Посмотрел на раскинутые по столу режиссерские разработки, понимающе кивнул.
Оглядел веранду, зыркнул глазами через окно на штакетник, отделяющий дачу от соседей, покачал головой с печалью и укоризной:
— Какое стихийное бедствие эти штакетники, боже ж мой, какое надругательство над гармонией природы, и над законами человеческой эстетики, и над самим человеком, не разумеющим, что творит.
Он был совершенно прав, Александр Петрович Довженко. Штакетники действительно пакостили природу.

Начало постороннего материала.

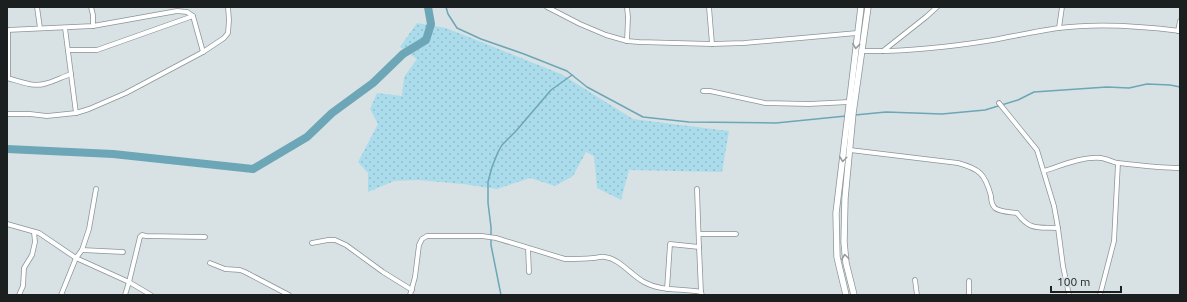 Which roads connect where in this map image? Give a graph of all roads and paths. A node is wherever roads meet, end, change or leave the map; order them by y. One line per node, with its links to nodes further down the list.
1 (37, 7): 14 (street)
2 (91, 7): 13 (street)
3 (228, 7): 24 (street)
4 (547, 7): 20 (street)
5 (627, 7): 20 (street)
6 (709, 7): 21 (street)
7 (861, 7): 19 (main road)
8 (868, 7): 23 (main road)
9 (936, 7): 25 (street)
10 (1062, 7): 16 (street)
11 (193, 16): 13 (street); 22 (street); 24 (street)
12 (1180, 21): 18 (street)
13 (93, 26): 15 (street)
14 (40, 28): 15 (street); 17 (street)
15 (65, 28): 22 (street)
16 (1059, 28): 18 (street); 25 (street)
17 (8, 30): 27 (street)
18 (1179, 31)
19 (857, 33): 21 (street); 29 (main road, one-way to 29)
20 (627, 41): 21 (street)
21 (712, 44)
22 (68, 50): 26 (street)
23 (862, 51): 25 (street); 32 (main road)
24 (203, 52): 31 (street)
25 (882, 52)
26 (71, 74): 27 (street); 31 (street)
27 (7, 78)
28 (703, 91): 29 (street)
29 (849, 102): 32 (main road)
30 (999, 102): 38 (street)
31 (76, 113): 33 (street)
32 (850, 113): 34 (main road)
33 (7, 114)
34 (850, 121): 35 (main road); 67 (main road, one-way to 67)
35 (850, 150): 42 (street); 68 (main road, one-way to 35)
36 (1118, 163): 37 (street); 38 (street); 72 (street)
37 (1180, 168)
38 (1044, 171): 42 (street)
39 (697, 188): 44 (street)
40 (96, 189): 50 (street)
41 (7, 224): 43 (street)
42 (1058, 228): 71 (street)
43 (34, 232): 52 (street); 61 (street)
44 (699, 234): 45 (street); 48 (street)
45 (736, 234)
46 (205, 237): 57 (street)
47 (312, 243): 59 (street)
48 (699, 247): 58 (street); 60 (street)
49 (528, 248): 54 (street); 58 (street); 59 (street)
50 (82, 250): 51 (street); 52 (street)
51 (123, 252)
52 (76, 258): 57 (street); 62 (street)
53 (210, 263): 65 (street)
54 (529, 272)
55 (915, 280): 69 (street)
56 (969, 281): 70 (street)
57 (129, 282): 63 (street); 64 (street)
58 (667, 289): 60 (street)
59 (412, 290): 66 (street)
60 (702, 293)
61 (19, 295)
62 (61, 295)
63 (125, 295)
64 (151, 295)
65 (289, 295)
66 (410, 295)
67 (846, 295)
68 (854, 295)
69 (918, 295)
70 (969, 295)
71 (1069, 295)
72 (1100, 295) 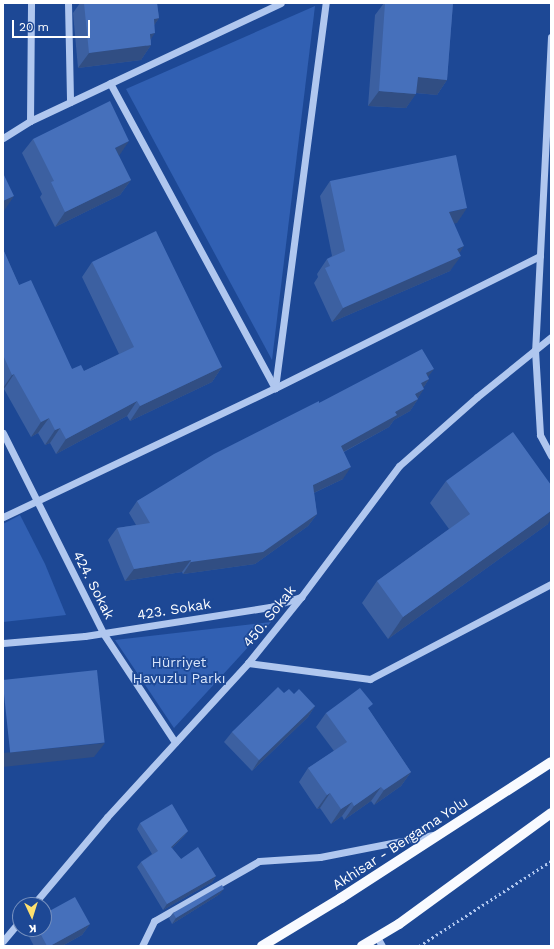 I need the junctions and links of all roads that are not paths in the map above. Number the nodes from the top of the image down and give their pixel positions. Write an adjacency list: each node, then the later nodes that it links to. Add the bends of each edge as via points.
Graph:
1 (31, 3): 8 (street)
2 (68, 3): 7 (street)
3 (281, 3): 6 (street)
4 (326, 3): 13 (street)
5 (551, 37): 10 (street)
6 (110, 83): 7 (street); 13 (street)
7 (70, 102): 8 (street)
8 (30, 121): 9 (street)
9 (3, 138)
10 (540, 256): 12 (street); 13 (street)
11 (551, 337): 12 (street, 450. Sokak)
12 (535, 350): 15 (street, via 540,435); 19 (street, 450. Sokak, via 476,397 399,466)
13 (275, 388): 16 (street)
14 (3, 433): 16 (street, 424. Sokak)
15 (551, 456)
16 (36, 501): 17 (street); 20 (street, 424. Sokak)
17 (3, 517)
18 (551, 584): 22 (street, via 370,679)
19 (301, 597): 20 (street, 423. Sokak, via 270,607); 22 (street, 450. Sokak)
20 (103, 633): 21 (street, 423. Sokak); 23 (street, 424. Sokak)
21 (3, 643)
22 (248, 662): 23 (street, 450. Sokak)
23 (175, 742): 27 (street, 450. Sokak)
24 (551, 762): 26 (main road, Akhisar - Bergama Yolu)
25 (551, 813): 29 (main road)
26 (441, 833): 31 (street, via 320,857 259,861 154,920); 32 (main road, Akhisar - Bergama Yolu)
27 (40, 897)
28 (12, 930): 30 (street)
29 (377, 937): 33 (main road); 34 (street)
30 (3, 941)
31 (142, 946)
32 (262, 946)
33 (362, 946)
34 (382, 946)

Но сейчас нам было не до штакетников. Мы опаздывали к срокам.
Между тем Александр Петрович продолжал, как бы размышляя вслух:
— Если уж так назрела необходимость отделиться от соседа... или, быть может, отделаться?.. Ну, если уж полная безвыходность — в крайнем случае, выдерните штакетник, выбросьте его вон, а еще лучше сожгите, чтобы никто более на него не позарился. И там, где был штакетник — соорудите стену из фанеры, сейчас я вам скажу, сколько ее вам понадобится... Думаю, листов двести. Ну, быть может, двести пятьдесят... Ну, триста. Не больше.
Ромм, нервничая, закурил.
Довженко искоса взглянул на него, продолжал, не торопясь:
— Загрунтуйте ее, фанеру, и нарисуйте на ней море.
Тут он провел палкой по воздуху, чертя воображаемые волнистые линии.

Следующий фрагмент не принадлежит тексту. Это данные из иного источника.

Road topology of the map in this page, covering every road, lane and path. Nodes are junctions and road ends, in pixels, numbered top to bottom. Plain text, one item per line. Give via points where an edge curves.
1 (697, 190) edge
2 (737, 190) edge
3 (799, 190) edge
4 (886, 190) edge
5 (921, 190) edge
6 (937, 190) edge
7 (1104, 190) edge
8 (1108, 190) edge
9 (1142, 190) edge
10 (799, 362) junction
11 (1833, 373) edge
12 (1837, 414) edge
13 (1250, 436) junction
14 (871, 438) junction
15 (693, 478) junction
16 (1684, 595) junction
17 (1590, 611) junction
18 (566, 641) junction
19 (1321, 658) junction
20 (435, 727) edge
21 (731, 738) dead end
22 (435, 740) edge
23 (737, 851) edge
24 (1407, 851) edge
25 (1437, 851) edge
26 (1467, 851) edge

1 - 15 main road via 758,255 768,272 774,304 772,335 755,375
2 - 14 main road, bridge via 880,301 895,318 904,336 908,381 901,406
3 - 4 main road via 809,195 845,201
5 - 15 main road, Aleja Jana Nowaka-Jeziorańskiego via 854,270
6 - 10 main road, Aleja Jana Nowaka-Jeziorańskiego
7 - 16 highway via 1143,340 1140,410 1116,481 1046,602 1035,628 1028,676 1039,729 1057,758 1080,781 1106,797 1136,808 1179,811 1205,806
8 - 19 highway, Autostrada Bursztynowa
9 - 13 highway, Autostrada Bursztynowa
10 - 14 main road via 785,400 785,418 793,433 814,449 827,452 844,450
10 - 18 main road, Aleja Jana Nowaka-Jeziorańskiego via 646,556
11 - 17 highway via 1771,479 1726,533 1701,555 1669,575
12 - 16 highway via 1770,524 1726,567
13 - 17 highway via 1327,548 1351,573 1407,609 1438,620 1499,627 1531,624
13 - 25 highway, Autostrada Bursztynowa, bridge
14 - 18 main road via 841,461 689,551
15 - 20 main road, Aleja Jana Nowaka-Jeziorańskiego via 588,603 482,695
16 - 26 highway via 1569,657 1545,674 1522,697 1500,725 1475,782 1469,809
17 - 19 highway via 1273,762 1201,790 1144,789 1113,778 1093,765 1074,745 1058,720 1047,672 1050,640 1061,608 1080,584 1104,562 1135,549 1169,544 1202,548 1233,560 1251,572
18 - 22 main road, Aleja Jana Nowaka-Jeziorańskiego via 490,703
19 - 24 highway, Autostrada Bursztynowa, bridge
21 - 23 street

— И кстати, фильм ваш — морской...
Снова прочертил палкой волнистые линии.
— Море. Спокойное. Синее. А сюда, — ткнул палкой в воздух, — сюда надо вбить гвоздь. Обыкновенный длинный гвоздь. И повесить на нем спасательный круг. И сюда — гвоздь. А на нем — купальный халат.

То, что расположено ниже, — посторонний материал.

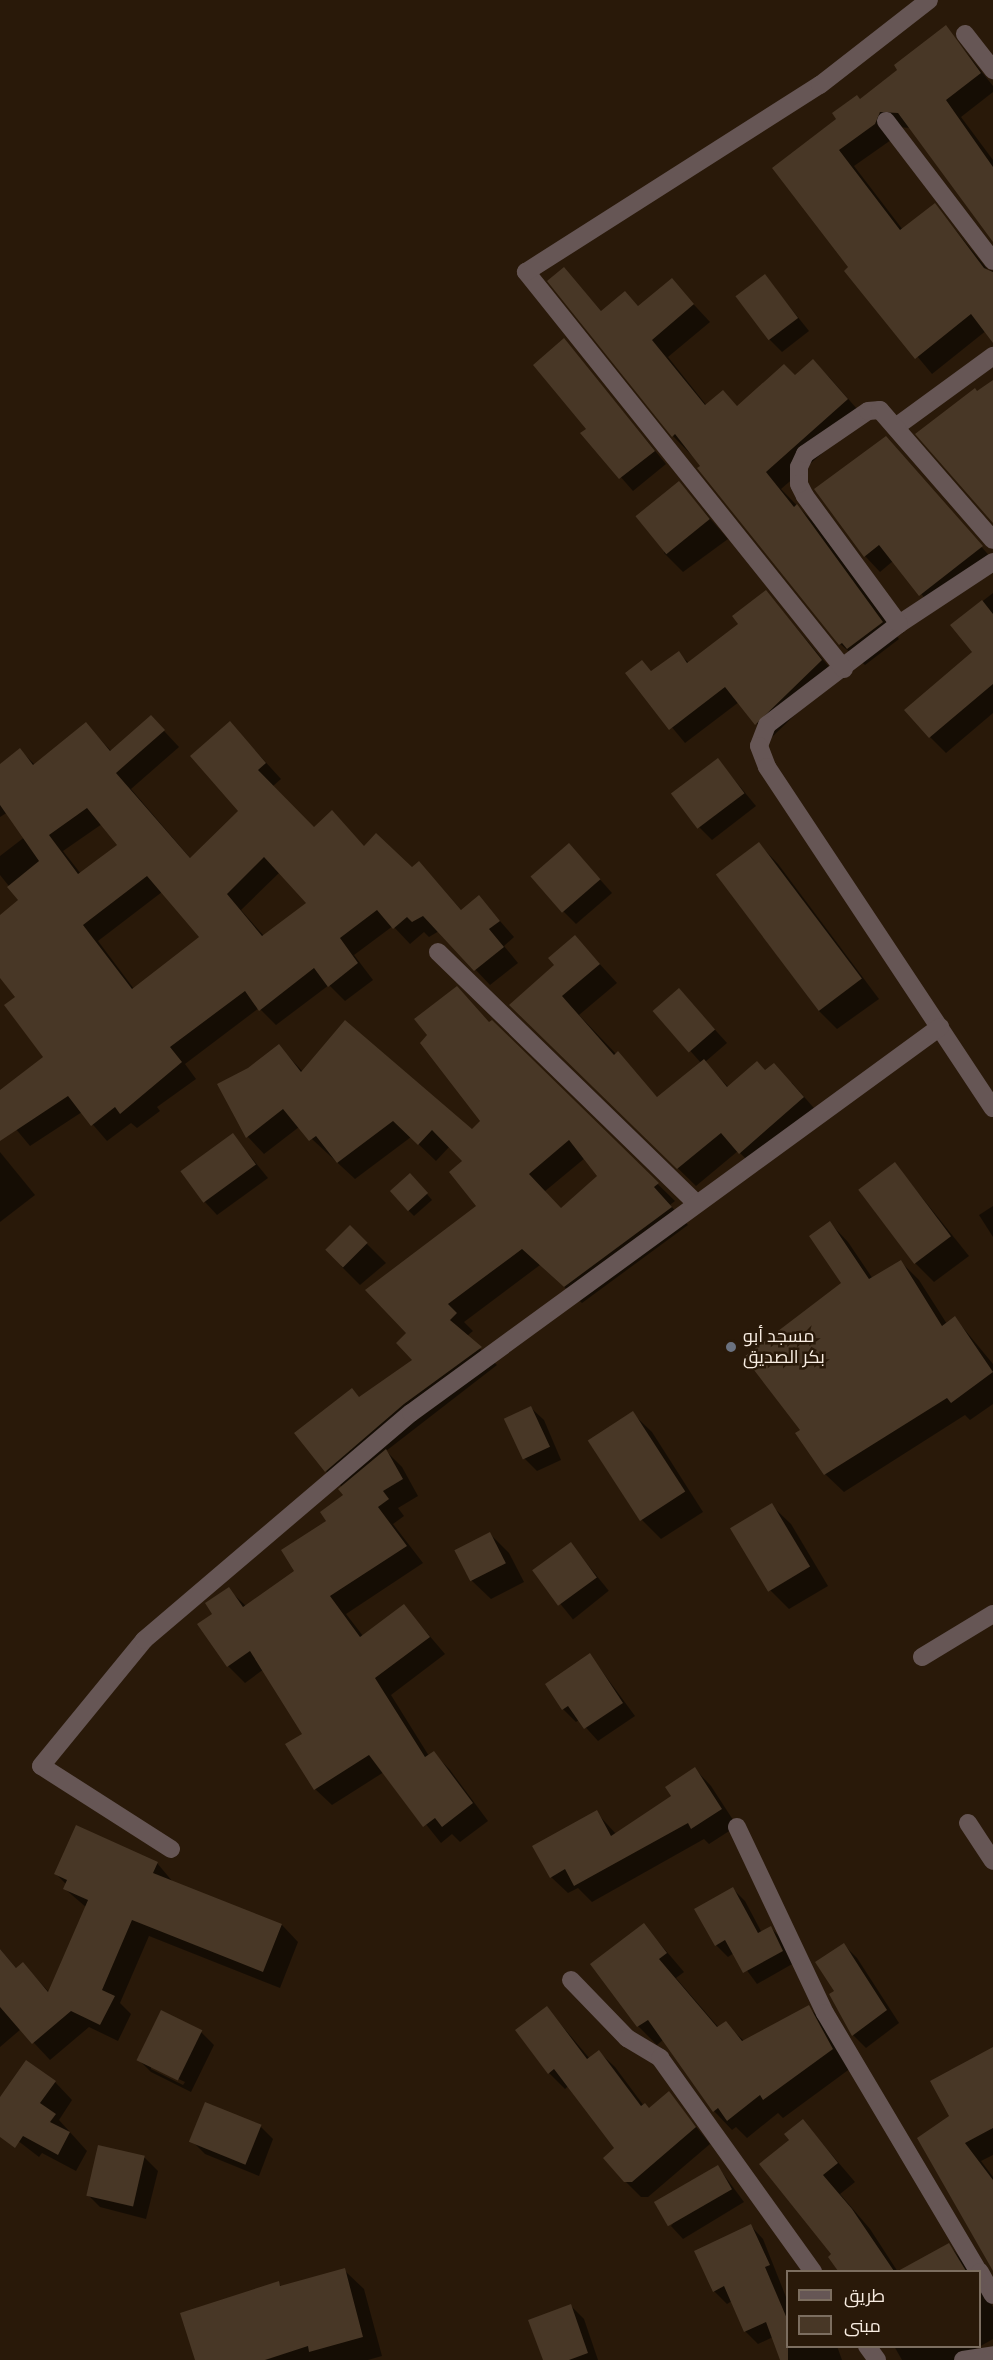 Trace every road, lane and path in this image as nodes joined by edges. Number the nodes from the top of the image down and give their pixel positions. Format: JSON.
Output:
{"nodes":[{"id":1,"x":929,"y":0,"type":"edge"},
{"id":2,"x":965,"y":34,"type":"dead end"},
{"id":3,"x":993,"y":70,"type":"edge"},
{"id":4,"x":886,"y":121,"type":"dead end"},
{"id":5,"x":993,"y":261,"type":"edge"},
{"id":6,"x":993,"y":356,"type":"edge"},
{"id":7,"x":897,"y":426,"type":"junction"},
{"id":8,"x":993,"y":540,"type":"edge"},
{"id":9,"x":993,"y":562,"type":"edge"},
{"id":10,"x":899,"y":624,"type":"junction"},
{"id":11,"x":844,"y":669,"type":"junction"},
{"id":12,"x":438,"y":952,"type":"dead end"},
{"id":13,"x":940,"y":1027,"type":"junction"},
{"id":14,"x":993,"y":1108,"type":"edge"},
{"id":15,"x":697,"y":1204,"type":"junction"},
{"id":16,"x":993,"y":1614,"type":"edge"},
{"id":17,"x":922,"y":1657,"type":"dead end"},
{"id":18,"x":968,"y":1823,"type":"dead end"},
{"id":19,"x":737,"y":1827,"type":"dead end"},
{"id":20,"x":171,"y":1849,"type":"dead end"},
{"id":21,"x":993,"y":1861,"type":"edge"},
{"id":22,"x":571,"y":1980,"type":"dead end"},
{"id":23,"x":812,"y":2270,"type":"edge"},
{"id":24,"x":978,"y":2270,"type":"edge"},
{"id":25,"x":981,"y":2275,"type":"edge"},
{"id":26,"x":993,"y":2295,"type":"edge"},
{"id":27,"x":993,"y":2355,"type":"edge"},
{"id":28,"x":963,"y":2360,"type":"edge"}],
"edges":[{"from":1,"to":11,"type":"street"},
{"from":2,"to":3,"type":"street"},
{"from":4,"to":5,"type":"street"},
{"from":6,"to":7,"type":"street"},
{"from":7,"to":8,"type":"street"},
{"from":7,"to":10,"type":"street"},
{"from":9,"to":10,"type":"street"},
{"from":10,"to":11,"type":"street"},
{"from":11,"to":13,"type":"street"},
{"from":12,"to":15,"type":"street"},
{"from":13,"to":14,"type":"street"},
{"from":13,"to":15,"type":"street"},
{"from":15,"to":20,"type":"street"},
{"from":16,"to":17,"type":"street"},
{"from":18,"to":21,"type":"street"},
{"from":19,"to":24,"type":"street"},
{"from":22,"to":23,"type":"street"},
{"from":25,"to":26,"type":"street"},
{"from":27,"to":28,"type":"street"}]}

Снова, презрительно поморщившись, глянул через окно на штакетник.
— Будут люди, которые посчитают это мое разумное предложение за фантазию, но я говорю это вам, надеясь, что вы меня верно поймете. Скажу вам так. Это будет красиво. А штакетник сожгите. Михаил Ильич, почему вы молчите, разве я не прав?
Ромм согласился, что в предложенной идее много заманчивого, однако тревожно поглядел на часы.
Но Александр Петрович не обратил внимания на роммовское беспокойство. Опершись на палку, помолчал. Задумался, возможно домысливая будущую картину — образ Черного моря, и берега, и пляж с морской галькой в подмосковном лесу...
Потом, словно бы очнувшись, посмотрел на стол с разбросанными разграфленными листами.
— Режиссерский?
— Да, кончаем, опаздываем к съемкам, — закивал Михаил Ильич.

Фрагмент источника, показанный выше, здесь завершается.